WHAT YOU SHOULD DO →
Check each line of the listing below for the string "RAYA", and copy the ones that have it.

RECORDS FOR THE TASK →
* * *

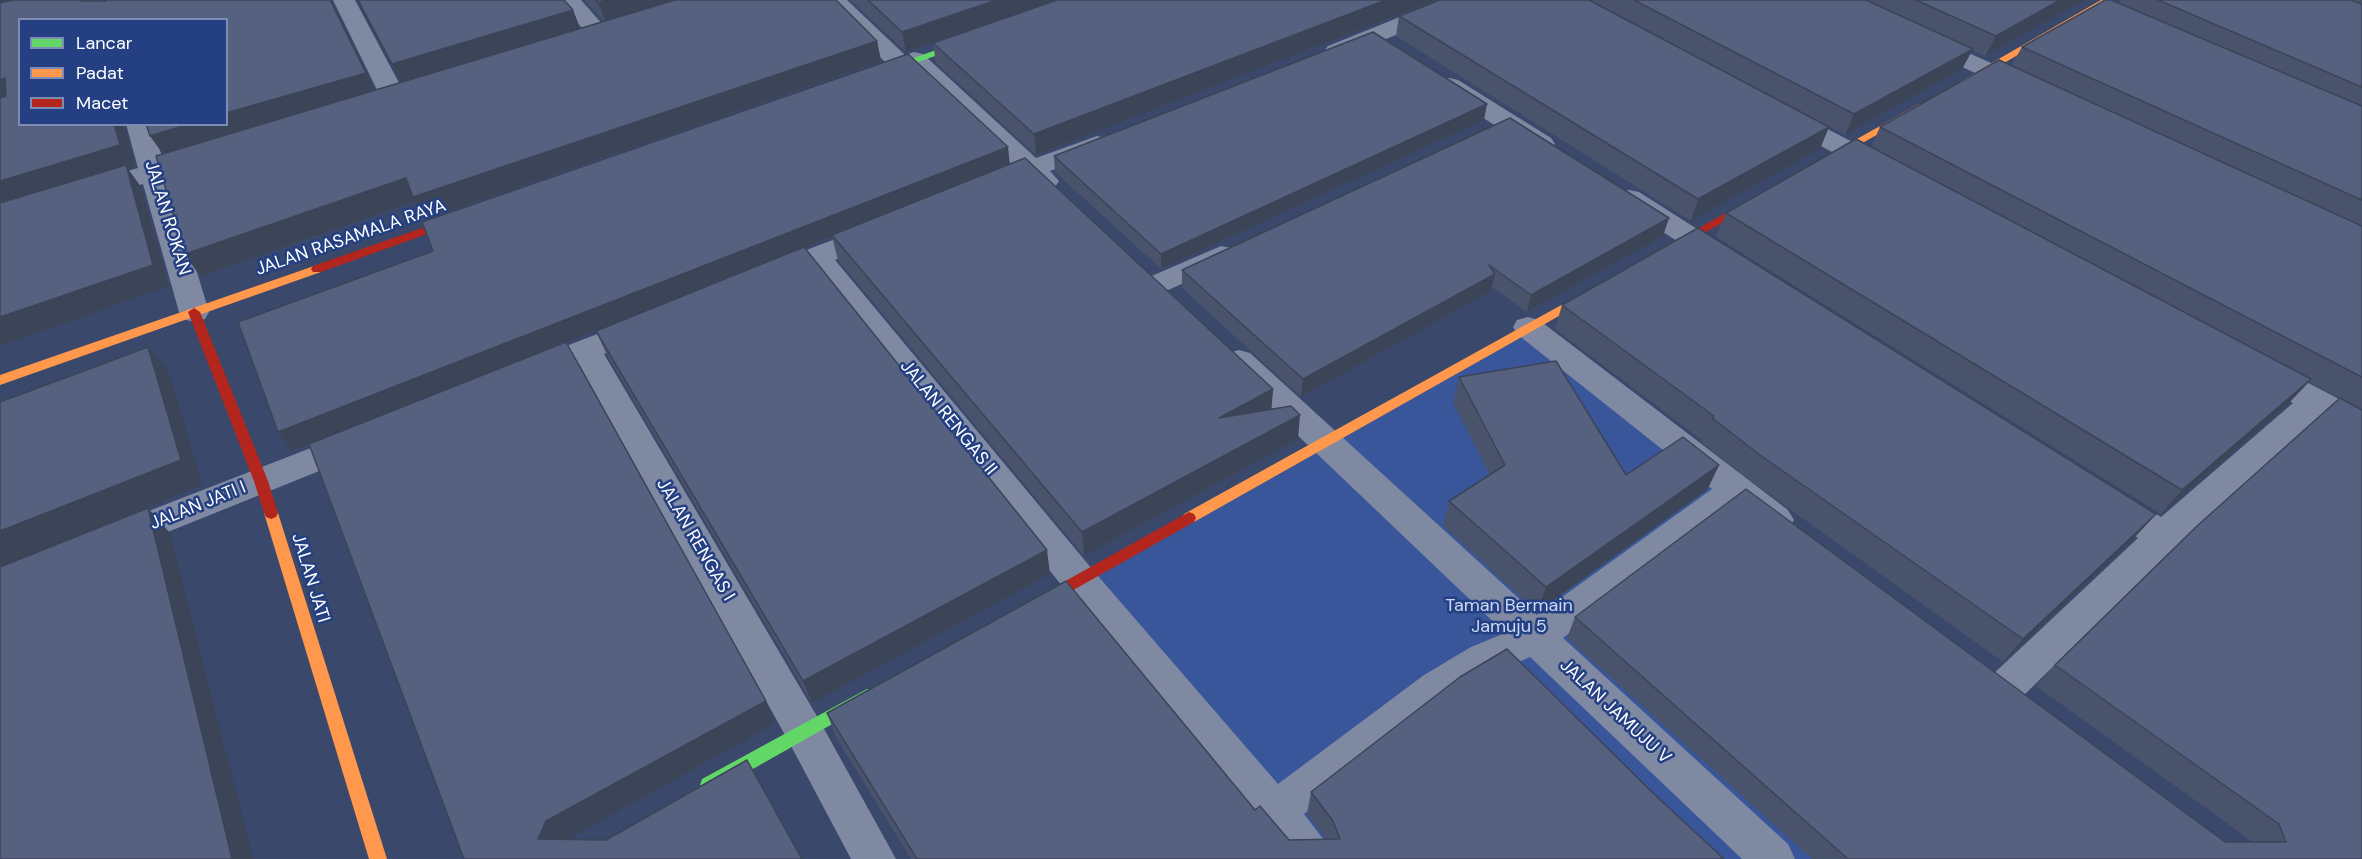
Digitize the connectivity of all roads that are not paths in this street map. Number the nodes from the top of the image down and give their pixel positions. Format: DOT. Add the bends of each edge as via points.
graph roads {
  1 [pos="344,0"];
  2 [pos="569,0"];
  3 [pos="834,0"];
  4 [pos="1462,0"];
  5 [pos="2106,8"];
  6 [pos="1901,30"];
  7 [pos="990,33"];
  8 [pos="600,35"];
  9 [pos="1374,36"];
  10 [pos="1402,55"];
  11 [pos="1319,58"];
  12 [pos="907,62"];
  13 [pos="1986,70"];
  14 [pos="1430,73"];
  15 [pos="856,80"];
  16 [pos="2040,94"];
  17 [pos="393,98"];
  18 [pos="1763,104"];
  19 [pos="1506,122"];
  20 [pos="140,126"];
  21 [pos="1120,135"];
  22 [pos="1474,136"];
  23 [pos="1845,148"];
  24 [pos="222,151"];
  25 [pos="1564,158"];
  26 [pos="1032,169"];
  27 [pos="153,172"];
  28 [pos="1804,172"];
  29 [pos="1898,177"];
  30 [pos="1613,188"];
  31 [pos="1773,190"];
  32 [pos="967,195"];
  33 [pos="76,196"];
  34 [pos="1066,200"];
  35 [pos="486,210"];
  36 [pos="903,221"];
  37 [pos="1690,237"];
  38 [pos="1242,245"];
  39 [pos="816,256"];
  40 [pos="1650,259"];
  41 [pos="1740,268"];
  42 [pos="1609,282"];
  43 [pos="751,283"];
  44 [pos="1157,285"];
  45 [pos="194,312"];
  46 [pos="674,314"];
  47 [pos="1527,327"];
  48 [pos="1216,340"];
  49 [pos="586,349"];
  50 [pos="2232,356"];
  51 [pos="0,380"];
  52 [pos="510,380"];
  53 [pos="2316,401"];
  54 [pos="2362,426"];
  55 [pos="380,432"];
  56 [pos="1326,442"];
  57 [pos="261,481"];
  58 [pos="2084,486"];
  59 [pos="1735,490"];
  60 [pos="2163,536"];
  61 [pos="1802,540"];
  62 [pos="87,550"];
  63 [pos="1079,580"];
  64 [pos="1018,614"];
  65 [pos="1536,637"];
  66 [pos="1976,668"];
  67 [pos="2004,689"];
  68 [pos="876,692"];
  69 [pos="2033,711"];
  70 [pos="804,731"];
  71 [pos="692,795"];
  72 [pos="1275,811"];
  73 [pos="378,859"];
  74 [pos="874,859"];
  75 [pos="1312,859"];
  76 [pos="1773,859"];
  1 -- 17 [label="street"];
  2 -- 8 [label="street"];
  3 -- 12 [label="street"];
  4 -- 9 [label="street"];
  5 -- 13 [label="street"];
  6 -- 13 [label="street"];
  7 -- 12 [label="street"];
  9 -- 10 [label="street"];
  9 -- 11 [label="street"];
  12 -- 15 [label="street"];
  12 -- 26 [label="street"];
  13 -- 16 [label="street"];
  13 -- 23 [label="street"];
  14 -- 19 [label="street"];
  18 -- 23 [label="street"];
  19 -- 22 [label="street"];
  19 -- 25 [label="street"];
  20 -- 27 [label="street, JALAN ROKAN"];
  21 -- 26 [label="street"];
  23 -- 28 [label="street"];
  23 -- 29 [label="street"];
  24 -- 27 [label="street"];
  26 -- 32 [label="street"];
  26 -- 34 [label="street"];
  27 -- 33 [label="street"];
  27 -- 45 [label="street, JALAN ROKAN"];
  30 -- 37 [label="street"];
  31 -- 37 [label="street"];
  35 -- 45 [label="street, JALAN RASAMALA RAYA"];
  36 -- 39 [label="street"];
  37 -- 40 [label="street"];
  37 -- 41 [label="street"];
  38 -- 44 [label="street"];
  39 -- 43 [label="street"];
  39 -- 63 [label="street, JALAN RENGAS II"];
  42 -- 47 [label="street"];
  45 -- 51 [label="street, JALAN RASAMALA RAYA"];
  45 -- 57 [label="street, JALAN JATI"];
  46 -- 49 [label="street"];
  47 -- 56 [label="street"];
  47 -- 59 [label="street"];
  48 -- 56 [label="street, JALAN JAMUJU V"];
  49 -- 52 [label="street"];
  49 -- 70 [label="street, JALAN RENGAS I"];
  50 -- 53 [label="street"];
  53 -- 54 [label="street"];
  53 -- 60 [label="street"];
  55 -- 57 [label="street, JALAN JATI I"];
  56 -- 63 [label="street"];
  56 -- 65 [label="street, JALAN JAMUJU V"];
  57 -- 62 [label="street, JALAN JATI I"];
  57 -- 73 [label="street, JALAN JATI"];
  58 -- 60 [label="street"];
  59 -- 61 [label="street"];
  59 -- 65 [label="street"];
  60 -- 67 [label="street"];
  63 -- 64 [label="street"];
  63 -- 72 [label="street, JALAN RENGAS II"];
  65 -- 72 [label="street" via="1485,659 1438,687"];
  65 -- 76 [label="street, JALAN JAMUJU V"];
  66 -- 67 [label="street"];
  67 -- 69 [label="street"];
  68 -- 70 [label="street"];
  70 -- 71 [label="street"];
  70 -- 74 [label="street, JALAN RENGAS I"];
  72 -- 75 [label="street, JALAN RENGAS II"];
}
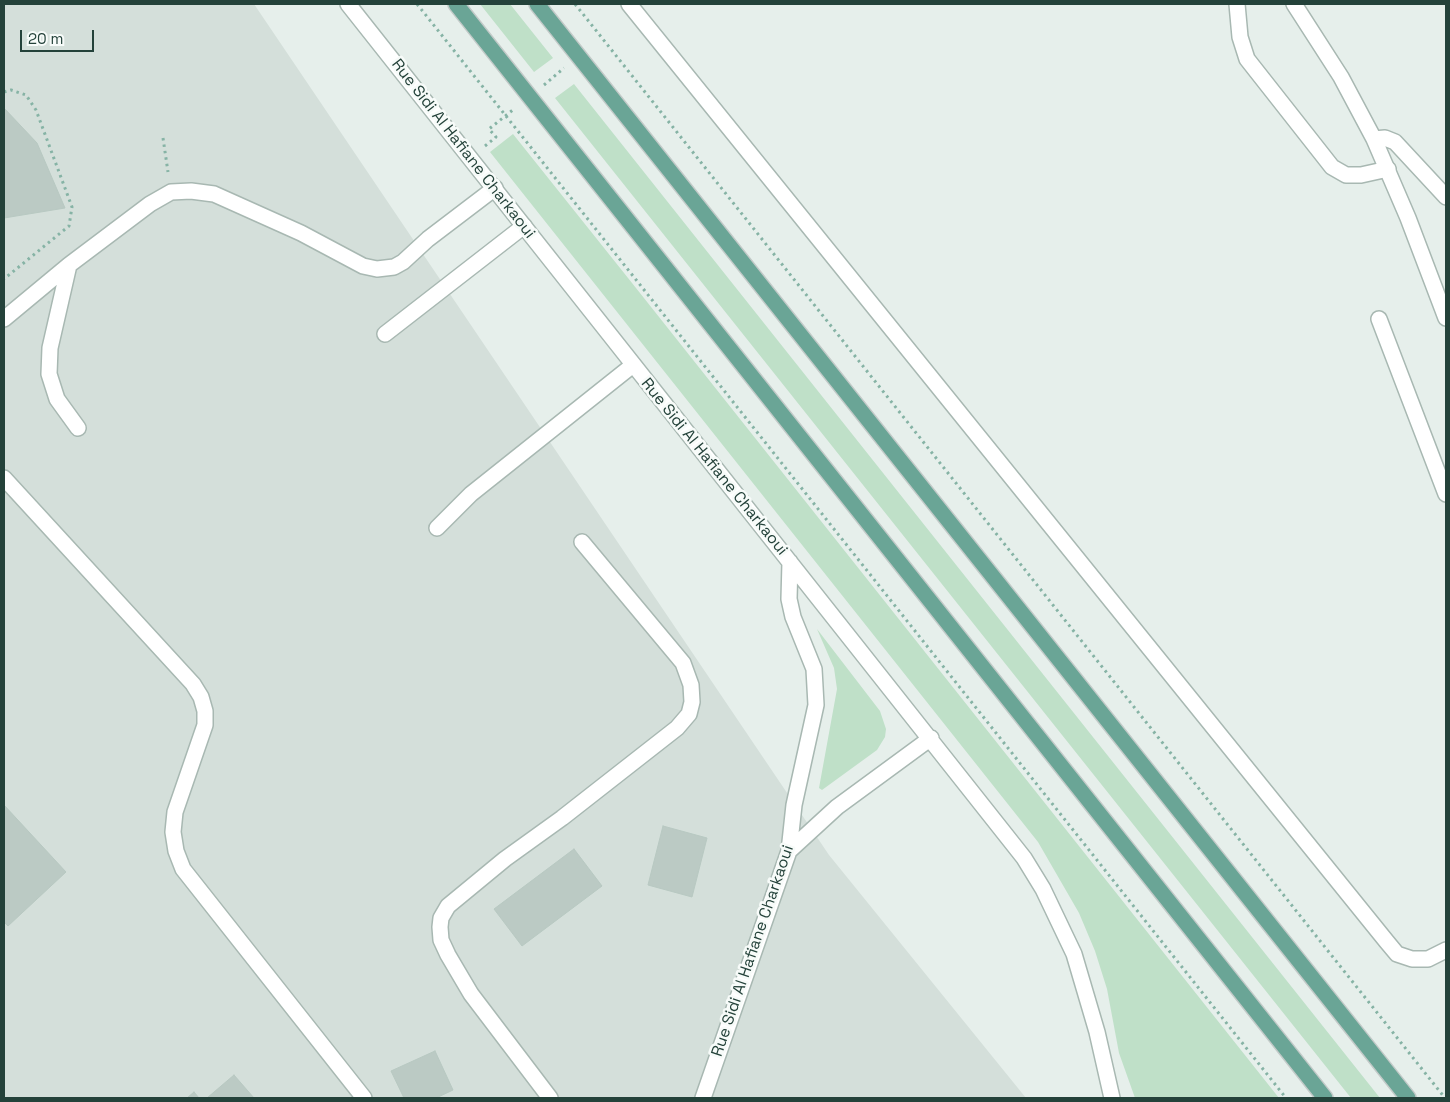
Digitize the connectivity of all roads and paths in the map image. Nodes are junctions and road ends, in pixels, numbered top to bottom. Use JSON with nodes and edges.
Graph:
{"nodes":[{"id":1,"x":348,"y":4,"type":"edge"},
{"id":2,"x":417,"y":4,"type":"edge"},
{"id":3,"x":456,"y":4,"type":"edge"},
{"id":4,"x":537,"y":4,"type":"edge"},
{"id":5,"x":575,"y":4,"type":"edge"},
{"id":6,"x":629,"y":4,"type":"edge"},
{"id":7,"x":1237,"y":4,"type":"edge"},
{"id":8,"x":1294,"y":4,"type":"edge"},
{"id":9,"x":4,"y":92,"type":"edge"},
{"id":10,"x":163,"y":138,"type":"dead end"},
{"id":11,"x":1374,"y":139,"type":"junction"},
{"id":12,"x":1388,"y":170,"type":"junction"},
{"id":13,"x":495,"y":188,"type":"junction"},
{"id":14,"x":171,"y":192,"type":"junction"},
{"id":15,"x":1446,"y":197,"type":"edge"},
{"id":16,"x":524,"y":226,"type":"junction"},
{"id":17,"x":69,"y":265,"type":"junction"},
{"id":18,"x":4,"y":279,"type":"edge"},
{"id":19,"x":1446,"y":318,"type":"edge"},
{"id":20,"x":4,"y":319,"type":"edge"},
{"id":21,"x":1379,"y":319,"type":"dead end"},
{"id":22,"x":385,"y":334,"type":"dead end"},
{"id":23,"x":633,"y":365,"type":"junction"},
{"id":24,"x":78,"y":428,"type":"dead end"},
{"id":25,"x":4,"y":478,"type":"edge"},
{"id":26,"x":1446,"y":494,"type":"edge"},
{"id":27,"x":437,"y":528,"type":"dead end"},
{"id":28,"x":582,"y":542,"type":"dead end"},
{"id":29,"x":790,"y":562,"type":"junction"},
{"id":30,"x":931,"y":738,"type":"junction"},
{"id":31,"x":790,"y":851,"type":"junction"},
{"id":32,"x":1446,"y":950,"type":"edge"},
{"id":33,"x":364,"y":1098,"type":"edge"},
{"id":34,"x":550,"y":1098,"type":"edge"},
{"id":35,"x":703,"y":1098,"type":"edge"},
{"id":36,"x":1112,"y":1098,"type":"edge"},
{"id":37,"x":1286,"y":1098,"type":"edge"},
{"id":38,"x":1325,"y":1098,"type":"edge"},
{"id":39,"x":1408,"y":1098,"type":"edge"},
{"id":40,"x":1445,"y":1098,"type":"edge"}],
"edges":[{"from":1,"to":13,"type":"street","name":"Rue Sidi Al Hafiane Charkaoui"},
{"from":2,"to":37,"type":"path"},
{"from":3,"to":38,"type":"main road"},
{"from":4,"to":39,"type":"main road"},
{"from":5,"to":40,"type":"path"},
{"from":6,"to":32,"type":"street"},
{"from":7,"to":12,"type":"street"},
{"from":8,"to":11,"type":"street"},
{"from":9,"to":18,"type":"path"},
{"from":10,"to":14,"type":"path"},
{"from":11,"to":12,"type":"street"},
{"from":11,"to":15,"type":"street"},
{"from":12,"to":19,"type":"street"},
{"from":13,"to":14,"type":"street"},
{"from":13,"to":16,"type":"street","name":"Rue Sidi Al Hafiane Charkaoui"},
{"from":14,"to":17,"type":"street"},
{"from":16,"to":22,"type":"street"},
{"from":16,"to":23,"type":"street","name":"Rue Sidi Al Hafiane Charkaoui"},
{"from":17,"to":20,"type":"street"},
{"from":17,"to":24,"type":"street"},
{"from":21,"to":26,"type":"street"},
{"from":23,"to":27,"type":"street"},
{"from":23,"to":29,"type":"street","name":"Rue Sidi Al Hafiane Charkaoui"},
{"from":25,"to":33,"type":"street"},
{"from":28,"to":34,"type":"street"},
{"from":29,"to":30,"type":"street"},
{"from":29,"to":31,"type":"street","name":"Rue Sidi Al Hafiane Charkaoui"},
{"from":30,"to":31,"type":"street"},
{"from":30,"to":36,"type":"street"},
{"from":31,"to":35,"type":"street","name":"Rue Sidi Al Hafiane Charkaoui"}]}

* * *

FINAL ANSWER →
  35 -- 45 [label="street, JALAN RASAMALA RAYA"];
  45 -- 51 [label="street, JALAN RASAMALA RAYA"];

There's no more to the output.